**WHAT YOU HAVE TO DO**: Identify and pull out each line of the entries in which "Gaivota" occurs.

**Dataset entries**:
* * *

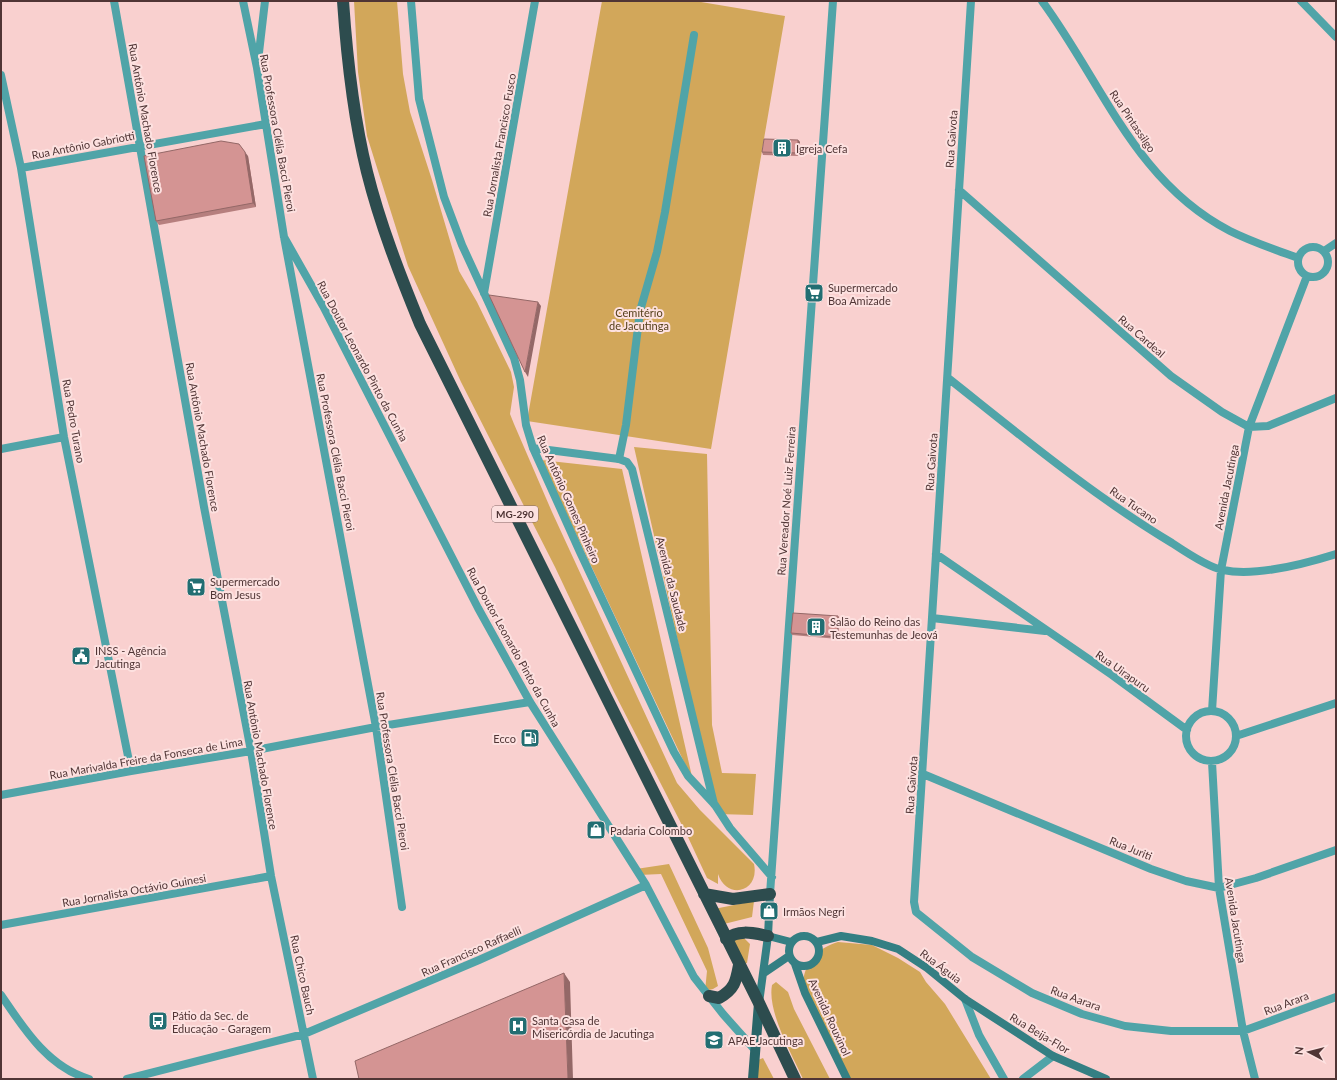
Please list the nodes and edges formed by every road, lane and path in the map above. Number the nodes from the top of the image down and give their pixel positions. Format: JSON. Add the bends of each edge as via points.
{"nodes":[{"id":1,"x":114,"y":1,"type":"edge"},
{"id":2,"x":243,"y":1,"type":"edge"},
{"id":3,"x":265,"y":1,"type":"edge"},
{"id":4,"x":343,"y":1,"type":"edge"},
{"id":5,"x":411,"y":1,"type":"edge"},
{"id":6,"x":535,"y":1,"type":"edge"},
{"id":7,"x":833,"y":1,"type":"edge"},
{"id":8,"x":971,"y":1,"type":"edge"},
{"id":9,"x":1042,"y":1,"type":"edge"},
{"id":10,"x":1301,"y":1,"type":"edge"},
{"id":11,"x":694,"y":35,"type":"dead end"},
{"id":12,"x":1336,"y":37,"type":"edge"},
{"id":13,"x":257,"y":68,"type":"junction"},
{"id":14,"x":1,"y":75,"type":"edge"},
{"id":15,"x":266,"y":124,"type":"junction"},
{"id":16,"x":140,"y":146,"type":"junction"},
{"id":17,"x":21,"y":168,"type":"junction"},
{"id":18,"x":959,"y":190,"type":"junction"},
{"id":19,"x":284,"y":237,"type":"junction"},
{"id":20,"x":1336,"y":243,"type":"edge"},
{"id":21,"x":1324,"y":251,"type":"junction"},
{"id":22,"x":1298,"y":258,"type":"junction"},
{"id":23,"x":1307,"y":276,"type":"junction"},
{"id":24,"x":484,"y":293,"type":"junction"},
{"id":25,"x":948,"y":378,"type":"junction"},
{"id":26,"x":1336,"y":398,"type":"edge"},
{"id":27,"x":1249,"y":427,"type":"junction"},
{"id":28,"x":64,"y":437,"type":"junction"},
{"id":29,"x":533,"y":448,"type":"junction"},
{"id":30,"x":1,"y":449,"type":"edge"},
{"id":31,"x":619,"y":459,"type":"junction"},
{"id":32,"x":936,"y":554,"type":"junction"},
{"id":33,"x":1336,"y":554,"type":"edge"},
{"id":34,"x":1221,"y":570,"type":"junction"},
{"id":35,"x":932,"y":618,"type":"junction"},
{"id":36,"x":1046,"y":631,"type":"junction"},
{"id":37,"x":530,"y":702,"type":"junction"},
{"id":38,"x":1336,"y":702,"type":"edge"},
{"id":39,"x":1212,"y":711,"type":"junction"},
{"id":40,"x":376,"y":727,"type":"junction"},
{"id":41,"x":1187,"y":730,"type":"junction"},
{"id":42,"x":1236,"y":736,"type":"junction"},
{"id":43,"x":251,"y":751,"type":"junction"},
{"id":44,"x":1212,"y":762,"type":"junction"},
{"id":45,"x":131,"y":771,"type":"junction"},
{"id":46,"x":923,"y":774,"type":"junction"},
{"id":47,"x":1,"y":795,"type":"edge"},
{"id":48,"x":715,"y":805,"type":"junction"},
{"id":49,"x":1336,"y":850,"type":"edge"},
{"id":50,"x":271,"y":876,"type":"junction"},
{"id":51,"x":772,"y":877,"type":"junction"},
{"id":52,"x":646,"y":885,"type":"junction"},
{"id":53,"x":1219,"y":888,"type":"junction"},
{"id":54,"x":704,"y":894,"type":"junction"},
{"id":55,"x":770,"y":894,"type":"junction"},
{"id":56,"x":402,"y":907,"type":"dead end"},
{"id":57,"x":924,"y":921,"type":"joint"},
{"id":58,"x":1,"y":925,"type":"edge"},
{"id":59,"x":768,"y":936,"type":"junction"},
{"id":60,"x":726,"y":939,"type":"junction"},
{"id":61,"x":791,"y":942,"type":"junction"},
{"id":62,"x":816,"y":942,"type":"junction"},
{"id":63,"x":789,"y":956,"type":"junction"},
{"id":64,"x":739,"y":964,"type":"junction"},
{"id":65,"x":795,"y":964,"type":"junction"},
{"id":66,"x":764,"y":973,"type":"junction"},
{"id":67,"x":1,"y":995,"type":"edge"},
{"id":68,"x":709,"y":996,"type":"junction"},
{"id":69,"x":1336,"y":997,"type":"edge"},
{"id":70,"x":965,"y":999,"type":"junction"},
{"id":71,"x":759,"y":1003,"type":"junction"},
{"id":72,"x":1243,"y":1031,"type":"junction"},
{"id":73,"x":304,"y":1034,"type":"junction"},
{"id":74,"x":755,"y":1050,"type":"junction"},
{"id":75,"x":1053,"y":1056,"type":"junction"},
{"id":76,"x":89,"y":1079,"type":"edge"},
{"id":77,"x":127,"y":1079,"type":"edge"},
{"id":78,"x":313,"y":1079,"type":"edge"},
{"id":79,"x":754,"y":1079,"type":"edge"},
{"id":80,"x":795,"y":1079,"type":"edge"},
{"id":81,"x":847,"y":1079,"type":"edge"},
{"id":82,"x":1004,"y":1079,"type":"edge"},
{"id":83,"x":1023,"y":1079,"type":"edge"},
{"id":84,"x":1106,"y":1079,"type":"edge"},
{"id":85,"x":1255,"y":1079,"type":"edge"}],
"edges":[{"from":1,"to":16,"type":"street","name":"Rua Antônio Machado Florence"},
{"from":2,"to":13,"type":"street","name":"Rua Professora Clélia Bacci Pieroi"},
{"from":3,"to":13,"type":"street"},
{"from":4,"to":54,"type":"highway","number":"MG-290","via":[[354,109],[366,165],[379,214],[407,292],[420,324]]},
{"from":5,"to":24,"type":"street","name":"Rua Antônio Gomes Pinheiro","via":[[419,99],[444,197]]},
{"from":6,"to":24,"type":"street","name":"Rua Jornalista Francisco Fusco"},
{"from":7,"to":51,"type":"street","name":"Rua Vereador Noé Luiz Ferreira"},
{"from":8,"to":18,"type":"street","name":"Rua Gaivota"},
{"from":9,"to":22,"type":"street","name":"Rua Pintassilgo","via":[[1135,147],[1164,181],[1195,208],[1230,231]]},
{"from":10,"to":12,"type":"street"},
{"from":11,"to":31,"type":"street","via":[[665,212],[657,252],[640,311],[626,425]]},
{"from":13,"to":15,"type":"street","name":"Rua Professora Clélia Bacci Pieroi"},
{"from":14,"to":17,"type":"street","name":"Rua Pedro Turano"},
{"from":15,"to":16,"type":"street","name":"Rua Antônio Gabriotti"},
{"from":15,"to":19,"type":"street","name":"Rua Professora Clélia Bacci Pieroi"},
{"from":16,"to":17,"type":"street","name":"Rua Antônio Gabriotti"},
{"from":16,"to":43,"type":"street","name":"Rua Antônio Machado Florence","via":[[205,514]]},
{"from":17,"to":28,"type":"street","name":"Rua Pedro Turano"},
{"from":18,"to":25,"type":"street","name":"Rua Gaivota"},
{"from":18,"to":27,"type":"street","name":"Rua Cardeal","via":[[1171,376],[1222,412]]},
{"from":19,"to":37,"type":"street","name":"Rua Doutor Leonardo Pinto da Cunha","via":[[327,313],[478,608]]},
{"from":19,"to":40,"type":"street","name":"Rua Professora Clélia Bacci Pieroi"},
{"from":20,"to":21,"type":"street"},
{"from":21,"to":22,"type":"street","via":[[1310,247]]},
{"from":21,"to":23,"type":"street","via":[[1329,261],[1326,272],[1317,278]]},
{"from":22,"to":23,"type":"street","via":[[1299,269]]},
{"from":23,"to":27,"type":"street","name":"Avenida Jacutinga"},
{"from":24,"to":29,"type":"street","name":"Rua Antônio Gomes Pinheiro","via":[[514,358],[520,380],[526,425]]},
{"from":25,"to":32,"type":"street","name":"Rua Gaivota"},
{"from":25,"to":34,"type":"street","name":"Rua Tucano","via":[[1084,484],[1142,525]]},
{"from":26,"to":27,"type":"street","via":[[1268,426]]},
{"from":27,"to":34,"type":"street","name":"Avenida Jacutinga"},
{"from":28,"to":30,"type":"street"},
{"from":28,"to":45,"type":"street","name":"Rua Pedro Turano"},
{"from":29,"to":31,"type":"street"},
{"from":29,"to":48,"type":"street","name":"Rua Antônio Gomes Pinheiro","via":[[674,752],[688,776]]},
{"from":31,"to":48,"type":"street","name":"Avenida da Saudade","via":[[628,462],[632,470]]},
{"from":32,"to":35,"type":"street","name":"Rua Gaivota"},
{"from":32,"to":36,"type":"street","name":"Rua Uirapuru"},
{"from":33,"to":34,"type":"street","name":"Rua Tucano","via":[[1276,569],[1239,572]]},
{"from":34,"to":39,"type":"street","name":"Avenida Jacutinga"},
{"from":35,"to":36,"type":"street","name":"Rua Uirapuru"},
{"from":35,"to":46,"type":"street","name":"Rua Gaivota"},
{"from":36,"to":41,"type":"street","name":"Rua Uirapuru"},
{"from":37,"to":40,"type":"street","name":"Rua Marivalda Freire da Fonseca de Lima"},
{"from":37,"to":52,"type":"street","name":"Rua Doutor Leonardo Pinto da Cunha"},
{"from":38,"to":42,"type":"street"},
{"from":39,"to":41,"type":"street","via":[[1196,716]]},
{"from":39,"to":42,"type":"street","via":[[1226,716],[1235,728]]},
{"from":40,"to":43,"type":"street","name":"Rua Marivalda Freire da Fonseca de Lima"},
{"from":40,"to":56,"type":"street","name":"Rua Professora Clélia Bacci Pieroi"},
{"from":41,"to":44,"type":"street","via":[[1187,746],[1191,752],[1204,761]]},
{"from":42,"to":44,"type":"street","via":[[1232,750],[1220,760]]},
{"from":43,"to":45,"type":"street","name":"Rua Marivalda Freire da Fonseca de Lima"},
{"from":43,"to":50,"type":"street","name":"Rua Antônio Machado Florence"},
{"from":44,"to":53,"type":"street","name":"Avenida Jacutinga"},
{"from":45,"to":47,"type":"street","name":"Rua Marivalda Freire da Fonseca de Lima"},
{"from":46,"to":53,"type":"street","name":"Rua Juriti","via":[[1151,868],[1186,881]]},
{"from":46,"to":57,"type":"street","name":"Rua Gaivota","via":[[914,902],[916,912]]},
{"from":48,"to":51,"type":"street","name":"Rua Antônio Gomes Pinheiro","via":[[730,828]]},
{"from":49,"to":53,"type":"street","name":"Rua Juriti"},
{"from":50,"to":58,"type":"street","name":"Rua Jornalista Octávio Guinesi"},
{"from":50,"to":73,"type":"street","name":"Rua Chico Bauch"},
{"from":51,"to":55,"type":"street","name":"Rua Vereador Noé Luiz Ferreira"},
{"from":52,"to":68,"type":"street","name":"Rua Doutor Leonardo Pinto da Cunha","via":[[694,977]]},
{"from":52,"to":73,"type":"street","name":"Rua Francisco Raffaelli","via":[[479,960]]},
{"from":53,"to":72,"type":"street","name":"Avenida Jacutinga"},
{"from":54,"to":55,"type":"highway","via":[[733,898]]},
{"from":54,"to":60,"type":"highway","number":"MG-290"},
{"from":55,"to":59,"type":"street","name":"Rua Vereador Noé Luiz Ferreira"},
{"from":57,"to":72,"type":"street","name":"Rua Aarara","via":[[972,957],[1032,994],[1082,1014],[1125,1026],[1171,1031]]},
{"from":59,"to":60,"type":"highway","via":[[741,933]]},
{"from":59,"to":61,"type":"street"},
{"from":59,"to":66,"type":"street","name":"Rua Vereador Noé Luiz Ferreira"},
{"from":60,"to":64,"type":"highway","number":"MG-290"},
{"from":61,"to":62,"type":"street","via":[[804,935]]},
{"from":61,"to":63,"type":"street"},
{"from":62,"to":65,"type":"street","via":[[819,956],[815,962],[802,966]]},
{"from":62,"to":70,"type":"street","name":"Rua Águia","via":[[841,936],[898,948]]},
{"from":63,"to":65,"type":"street"},
{"from":63,"to":66,"type":"street"},
{"from":64,"to":68,"type":"highway","via":[[736,980],[730,992],[719,998]]},
{"from":64,"to":71,"type":"highway","number":"MG-290"},
{"from":65,"to":81,"type":"street","name":"Avenida Rouxinol","via":[[805,993]]},
{"from":66,"to":71,"type":"street","name":"Rua Vereador Noé Luiz Ferreira"},
{"from":67,"to":76,"type":"street","via":[[44,1054],[75,1075]]},
{"from":68,"to":74,"type":"street","name":"Rua Doutor Leonardo Pinto da Cunha"},
{"from":69,"to":72,"type":"street","name":"Rua Arara"},
{"from":70,"to":75,"type":"street","name":"Rua Beija-Flor"},
{"from":70,"to":82,"type":"street","name":"Rua Águia","via":[[979,1035]]},
{"from":71,"to":74,"type":"main road"},
{"from":71,"to":80,"type":"highway","number":"MG-290"},
{"from":72,"to":85,"type":"street","name":"Avenida Jacutinga"},
{"from":73,"to":77,"type":"street","name":"Rua Francisco Raffaelli"},
{"from":73,"to":78,"type":"street","name":"Rua Chico Bauch"},
{"from":74,"to":79,"type":"main road"},
{"from":75,"to":83,"type":"street"},
{"from":75,"to":84,"type":"street","name":"Rua Beija-Flor"}]}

* * *

**RESPONSE TO THIS TASK**:
{"from":8,"to":18,"type":"street","name":"Rua Gaivota"},
{"from":18,"to":25,"type":"street","name":"Rua Gaivota"},
{"from":25,"to":32,"type":"street","name":"Rua Gaivota"},
{"from":32,"to":35,"type":"street","name":"Rua Gaivota"},
{"from":35,"to":46,"type":"street","name":"Rua Gaivota"},
{"from":46,"to":57,"type":"street","name":"Rua Gaivota","via":[[914,902],[916,912]]},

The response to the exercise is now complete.